● **WORK TO COMPLETE**: Transcribe the records verbatim, images excluded.

# # # #

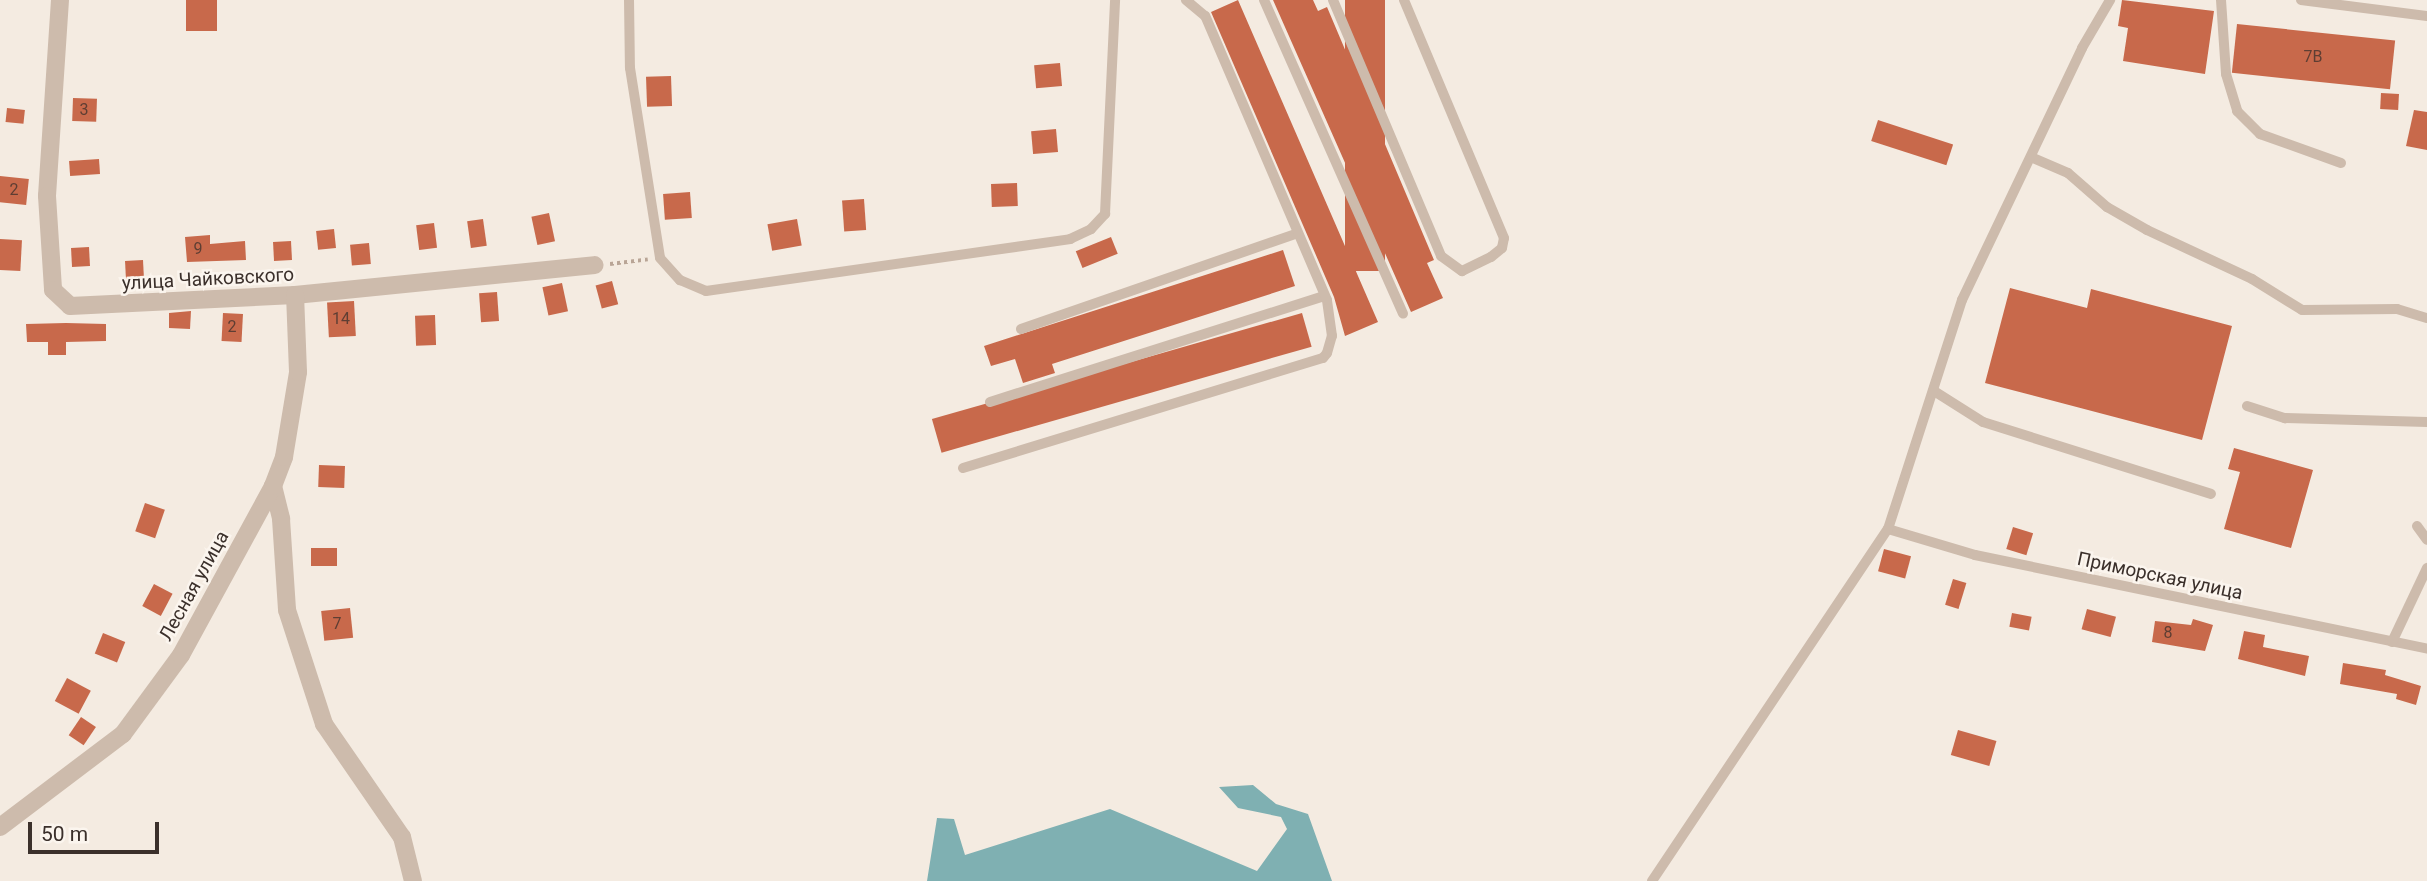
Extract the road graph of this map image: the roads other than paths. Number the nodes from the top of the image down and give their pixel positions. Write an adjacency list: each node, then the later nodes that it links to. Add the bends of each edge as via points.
1 (60, 0): 16 (street, улица Чайковского, via 47,196 57,296 70,306 87,307)
2 (629, 0): 3 (lane, via 630,68 660,258 680,280 706,291 1081,235 1105,214)
3 (1115, 0)
4 (1186, 0): 14 (lane, via 1205,16)
5 (1264, 0): 18 (lane)
6 (1332, 0): 7 (lane, via 1441,256 1462,271 1491,257 1502,248 1504,238)
7 (1404, 0)
8 (2110, 0): 12 (lane, via 2081,48)
9 (2221, 0): 13 (lane, via 2226,74 2237,111 2260,134)
10 (2301, 0): 11 (lane)
11 (2427, 16)
12 (2031, 158): 19 (lane, via 2068,173 2108,207 2147,230 2252,279 2302,310 2397,309); 21 (lane, via 1962,300)
13 (2341, 163)
14 (1298, 233): 17 (lane); 20 (lane)
15 (595, 265): 16 (street, улица Чайковского)
16 (295, 295): 26 (street, Лесная улица, via 298,372 284,457)
17 (1325, 296): 22 (lane); 25 (lane, via 1332,336 1323,358)
18 (1404, 314)
19 (2427, 318)
20 (1021, 329)
21 (1934, 391): 27 (lane, via 1983,422); 29 (lane)
22 (990, 402)
23 (2247, 406): 24 (lane, via 2286,418)
24 (2427, 422)
25 (963, 468)
26 (274, 486): 34 (street, Лесная улица, via 181,655 151,700 108,748); 35 (street, via 287,610 324,724 402,837)
27 (2211, 494)
28 (2417, 526): 30 (lane)
29 (1888, 529): 32 (lane, Приморская улица, via 1975,555); 36 (lane)
30 (2427, 540)
31 (2427, 568): 32 (lane)
32 (2392, 642): 33 (lane, Приморская улица)
33 (2427, 649)
34 (0, 827)
35 (414, 881)
36 (1652, 881)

# # # #

● **YOUR RESPONSE**:
Extract the road graph of this map image: the roads other than paths. Number the nodes from the top of the image down and give their pixel positions. Write an adjacency list: each node, then the later nodes that it links to. Add the bends of each edge as via points.
1 (60, 0): 16 (street, улица Чайковского, via 47,196 57,296 70,306 87,307)
2 (629, 0): 3 (lane, via 630,68 660,258 680,280 706,291 1081,235 1105,214)
3 (1115, 0)
4 (1186, 0): 14 (lane, via 1205,16)
5 (1264, 0): 18 (lane)
6 (1332, 0): 7 (lane, via 1441,256 1462,271 1491,257 1502,248 1504,238)
7 (1404, 0)
8 (2110, 0): 12 (lane, via 2081,48)
9 (2221, 0): 13 (lane, via 2226,74 2237,111 2260,134)
10 (2301, 0): 11 (lane)
11 (2427, 16)
12 (2031, 158): 19 (lane, via 2068,173 2108,207 2147,230 2252,279 2302,310 2397,309); 21 (lane, via 1962,300)
13 (2341, 163)
14 (1298, 233): 17 (lane); 20 (lane)
15 (595, 265): 16 (street, улица Чайковского)
16 (295, 295): 26 (street, Лесная улица, via 298,372 284,457)
17 (1325, 296): 22 (lane); 25 (lane, via 1332,336 1323,358)
18 (1404, 314)
19 (2427, 318)
20 (1021, 329)
21 (1934, 391): 27 (lane, via 1983,422); 29 (lane)
22 (990, 402)
23 (2247, 406): 24 (lane, via 2286,418)
24 (2427, 422)
25 (963, 468)
26 (274, 486): 34 (street, Лесная улица, via 181,655 151,700 108,748); 35 (street, via 287,610 324,724 402,837)
27 (2211, 494)
28 (2417, 526): 30 (lane)
29 (1888, 529): 32 (lane, Приморская улица, via 1975,555); 36 (lane)
30 (2427, 540)
31 (2427, 568): 32 (lane)
32 (2392, 642): 33 (lane, Приморская улица)
33 (2427, 649)
34 (0, 827)
35 (414, 881)
36 (1652, 881)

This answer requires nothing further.